What does it mean? Sure, in Dante’s Inferno, Dis is the name of the city occupying the sixth to the ninth tiers of Hell, but that’s a little bit unfair to the Oxford Canal (although some of our readers might have their own suggestions for waterways which might deserve the description). But no: for a better clue, take a walk northwards from Coppermill Lock at Harefield on the Grand Union Canal, and you’ll see something similar but a little more enlightening. By the corner of a building alongside the towpath, adjacent to a typical Grand Junction Canal (the GU’s predecessor on the Brentford to Brauston length) milepost telling us that it’s 77 miles to Braunston, stands a small concrete post with the words ‘Lock Distance’ cast into it. And yes, in the case of the post on the Oxford Canal, ‘DIS’ isn’t a reference to the infernal regions, it’s short for ‘DISTANCE’.

These are just two of the examples which I’ve photographed on my recent travels to illustrate this article. There are many more of them on both waterways. And the explanation is that they were installed to settle arguments between boatmen.

Apparently if two boats were approaching a lock from opposite directions at the same time, disputes were common between the crews over which boat had the right of way – and apparently sometimes these descended into fights.

So, the canal companies (possibly fed up of complaints about the boatmen’s ways of settling things on the locksides) decided to do something about it. They set up a pair of these posts at equal distances (in the Grand Union example above, it appears to be a little over 200 yards – always assuming it hasn’t been moved from its original position) away from a lock in either direction, and whichever boat passed the post first could claim the right to use the lock first.

But how would boat crews know whether a boat coming the other way had past the post before them? Their instructions were to sound their horn (or sound their whistle if it was a steamer, or crack their whip if it was a horse boat) as they passed the post, and so long as they hadn’t already heard a crack or a toot from the distance, the lock was theirs. Problem sorted?

But I can’t help wondering: wouldn’t it make more sense for the canal company to simply rule that boat crews should do what (we trust) all our readers would do today? That is: if the lock’s empty, the boat heading uphill gets it first; and if it’s full, the downhill one gets right of way, thereby saving water and effort all round. And wouldn’t boat crews tend to do that anyway? Or would they really turn a lock around in front of a boat heading towards and only a couple of hundred yards off?

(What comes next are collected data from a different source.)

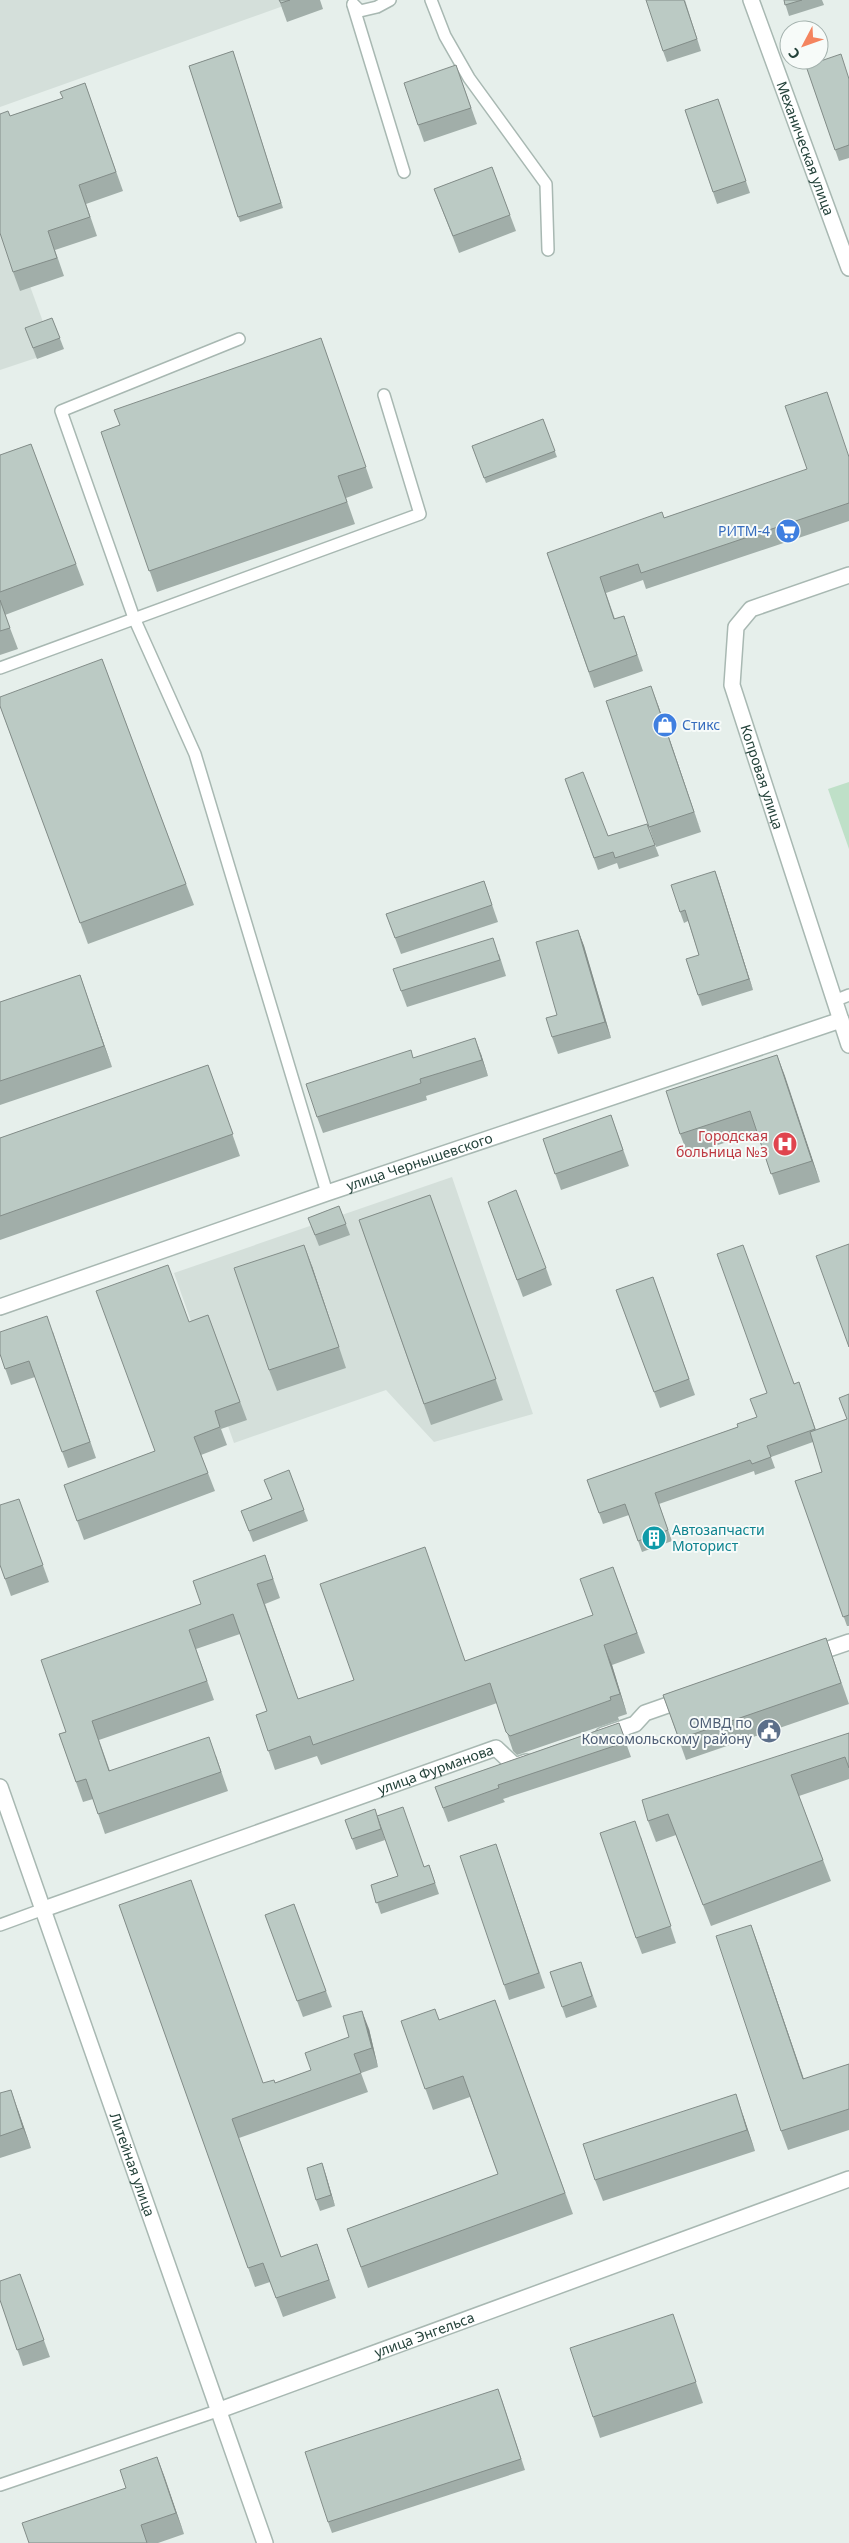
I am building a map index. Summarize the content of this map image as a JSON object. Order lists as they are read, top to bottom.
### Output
{
  "streets": {
    "street": [
      "Механическая улица",
      "Копровая улица",
      "улица Чернышевского",
      "улица Фурманова",
      "Литейная улица",
      "улица Энгельса"
    ]
  },
  "crossings": [
    ["Копровая улица", "улица Чернышевского"],
    ["улица Фурманова", "Литейная улица"],
    ["Литейная улица", "улица Энгельса"]
  ],
  "places": {
    "supermarket": ["РИТМ-4"],
    "shop": ["Стикс"],
    "hospital": ["Городская больница №3"],
    "building": ["Автозапчасти Моторист"],
    "public building": ["ОМВД по Комсомольскому району"]
  },
  "north": "bottom left"
}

Several books have mentioned a fairly fiercely competitive rivalry to working boat life when it came to keeping ahead of other craft. And as it happens, a couple of new editions that we’ve reviewed in recent months have shed some light on this, from the latter days of freight carrying on the canals. Firstly the reprint of Roger Alsop and Graham Dodkins’ 1988 book Working Boats, re-creating a journey from his time working a pair of Willow Wren carrying craft in the 1960s, describes a girl on a rusty bike spotting them for newcomers and shouting at them to “Pull over and let us pass!”, to which they replied “I’ll let your pair through when they’re at the back of my boats and not until!” – which perhaps sets the tone.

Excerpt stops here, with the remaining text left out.